Neon can be applied for prototyping, small services and structured data workloads. It stores data, processes raw data and allows for data management across different data sources. The platform offers standard deployment options, the ability to create new instances and supports data transfer and shared data capabilities for development workflows.
SingleStore
SingleStore is a fully managed, cloud-based distributed SQL database service (SingleStore Helios®) known for delivering high performance and a unified platform that combines transactional and analytical workloads in a single HTAP engine. The Free Shared Tier provides a Starter Workspace with one attached SQL database, shared compute and up to 1 GB of compressed data storage (~4 GB uncompressed).
SingleStore is designed to handle real-time data and real-time analytics, processing both streaming and historical datasets with exceptional efficiency. Its architecture supports sensitive data, time series data and machine learning pipelines, making it highly suitable for AI applications. With a hybrid rowstore/columnstore engine and separation of storage and compute, it stores data effectively while maintaining flexibility for diverse data sources and a flexible data model.
Additional advanced capabilities include vector search with vector embeddings, Python Notebooks and NoSQL database compatibility via SingleStore Kai™, as well as simple migration from MongoDB® Atlas by updating the connection string. SingleStore supports connections from a wide range of programming languages, making it easy to integrate into different development stacks. The platform provides a rich set of developer tools, an intuitive interface and a strong focus on boosting developer productivity and developer experience. Its enterprise-grade performance in the paid plan extends these strengths for production-scale workloads.
Key differences at a glance
Architecture
Neon is a fully managed, serverless Postgres database platform with separated compute and data storage, supporting automatic scaling and database branching. SingleStore is a cloud-based distributed SQL relational database with a hybrid rowstore/columnstore engine and separation of storage and compute, optimized for real-time data processing and HTAP workloads.
Consistency
Neon, built on PostgreSQL, inherits MVCC for ACID compliance and transactional snapshots with support for point‑in‑time restore. SingleStore provides strong consistency within each partitioned shard, uniquely combining transactional and analytical workloads in a single HTAP engine — making it effective for managing time series data and sensitive data at scale.
Performance
SingleStore delivers high performance with low‑millisecond or sub‑second response times for real-time analytics and AI apps over streaming and historical datasets, along with massive ingestion throughput capabilities.
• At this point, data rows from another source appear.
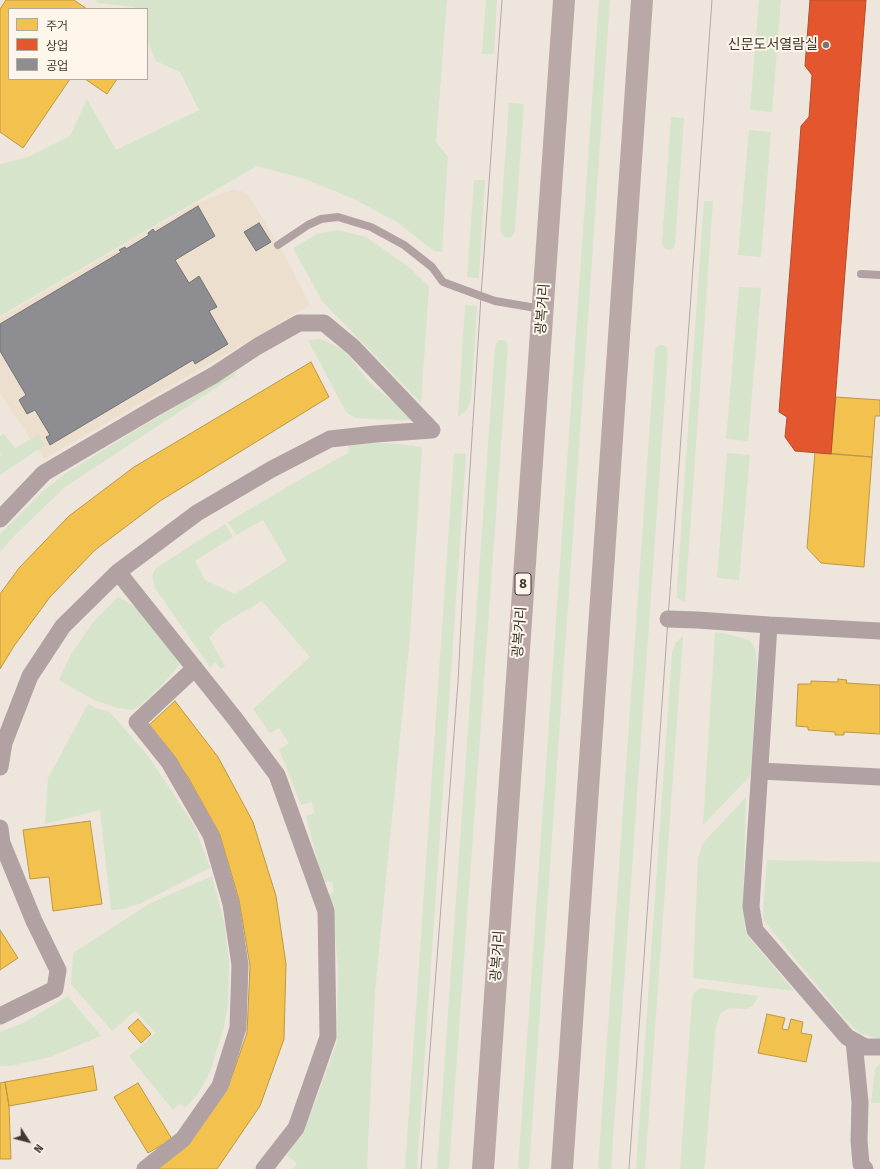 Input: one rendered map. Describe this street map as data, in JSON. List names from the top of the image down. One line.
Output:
{"streets":{"highway":["광복거리","8"]},"places":["신문도서열람실"],"legend":["주거","상업","공업"],"north":"bottom right"} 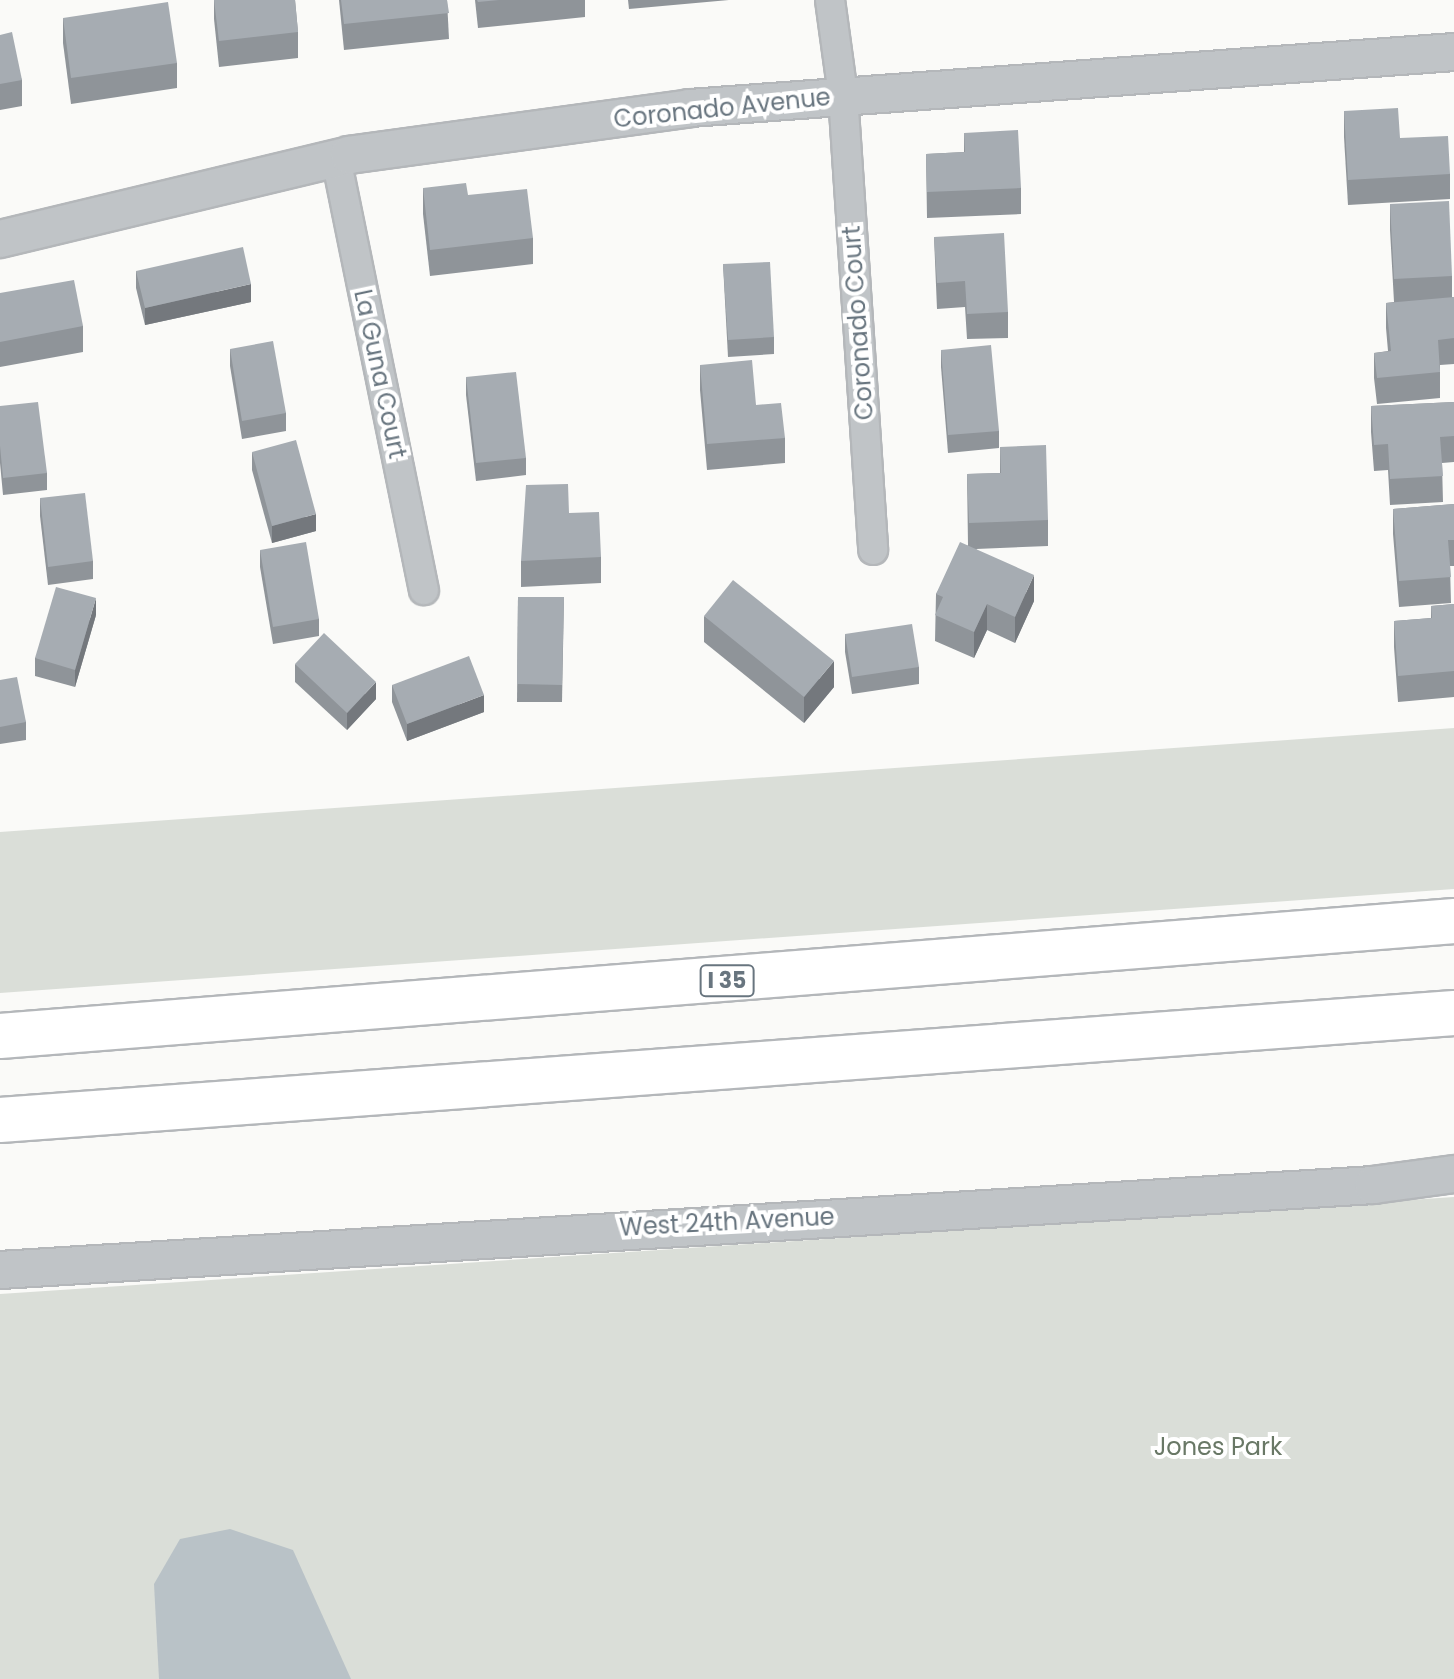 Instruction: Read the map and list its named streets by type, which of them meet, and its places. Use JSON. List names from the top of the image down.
{
  "streets": {
    "highway": ["I 35"],
    "street": [
      "Coronado Avenue",
      "Coronado Court",
      "La Guna Court",
      "West 24th Avenue"
    ]
  },
  "crossings": [
    ["Coronado Avenue", "Coronado Court"],
    ["Coronado Avenue", "La Guna Court"]
  ],
  "parks": ["Jones Park"]
}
Neon offers general-purpose relational database performance using the PostgreSQL engine, serving standard transactional and query workloads typical of lightweight services and cloud service applications.
Benchmark summary
Environment
Both databases were tested in their respective free plan environments.
Dataset
Table | Rows |
transactions | 3,500,000 |
users | 10 |
accounts | 10 |
transaction_statuses | 3 |
transaction_types | 3 |
This schema models a core financial system often used by financial institutions, with a large transactions table capturing 3.5 million records of monetary movements. The dataset also includes users, accounts, statuses and types as small lookup tables, providing realistic data relationships to create a consistent test environment. The total dataset size is approximately 500 MB of compressed storage, simulating real-world workloads at an entry-level data volume.
Workload
Three representative queries were executed five times each to reduce variability:
getTransactionsSum. Calculates the sum of successful transactions over the last 30 days, useful for analyzing time series data and aggregated financial data.
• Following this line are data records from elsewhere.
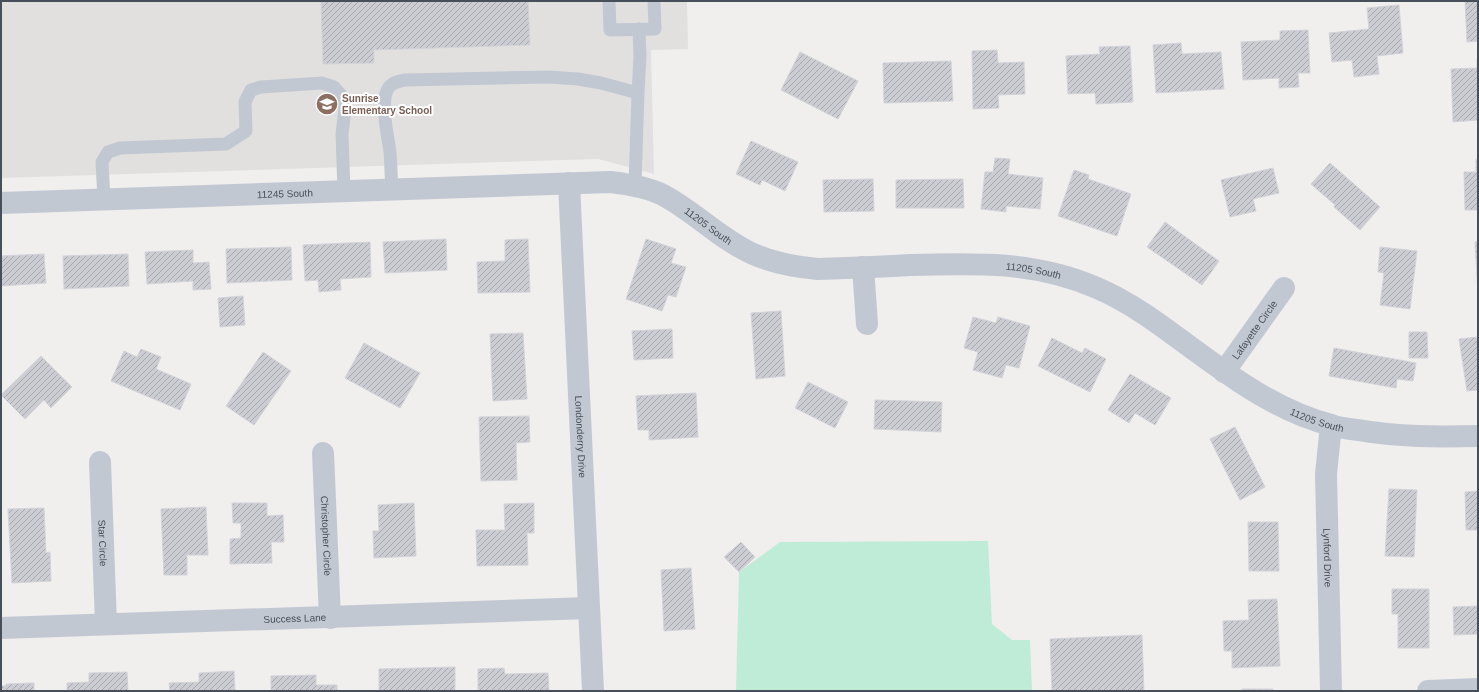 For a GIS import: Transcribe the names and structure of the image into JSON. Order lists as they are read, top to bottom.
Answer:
{
  "streets": {
    "street": [
      "11245 South",
      "11205 South",
      "Lafayette Circle",
      "Londonderry Drive",
      "Christopher Circle",
      "Star Circle",
      "Lynford Drive",
      "Success Lane"
    ]
  },
  "crossings": [
    ["11245 South", "11205 South"],
    ["11245 South", "Londonderry Drive"],
    ["11205 South", "Lafayette Circle"],
    ["11205 South", "Londonderry Drive"],
    ["11205 South", "Lynford Drive"],
    ["Londonderry Drive", "Success Lane"],
    ["Christopher Circle", "Success Lane"],
    ["Star Circle", "Success Lane"]
  ],
  "places": {
    "school or university": ["Sunrise Elementary School"]
  }
}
listTopRecipients. Identifies the top 10 recipients of successful transfers, highlighting patterns in real-time data movement across accounts.
listRecentTransactionsWithInfo. Retrieves the 100 most recent transactions from the last seven days — including user and transaction details — providing insight into time series data and user activity trends.
Result details
getTransactionsSum (a real-time analytics metric)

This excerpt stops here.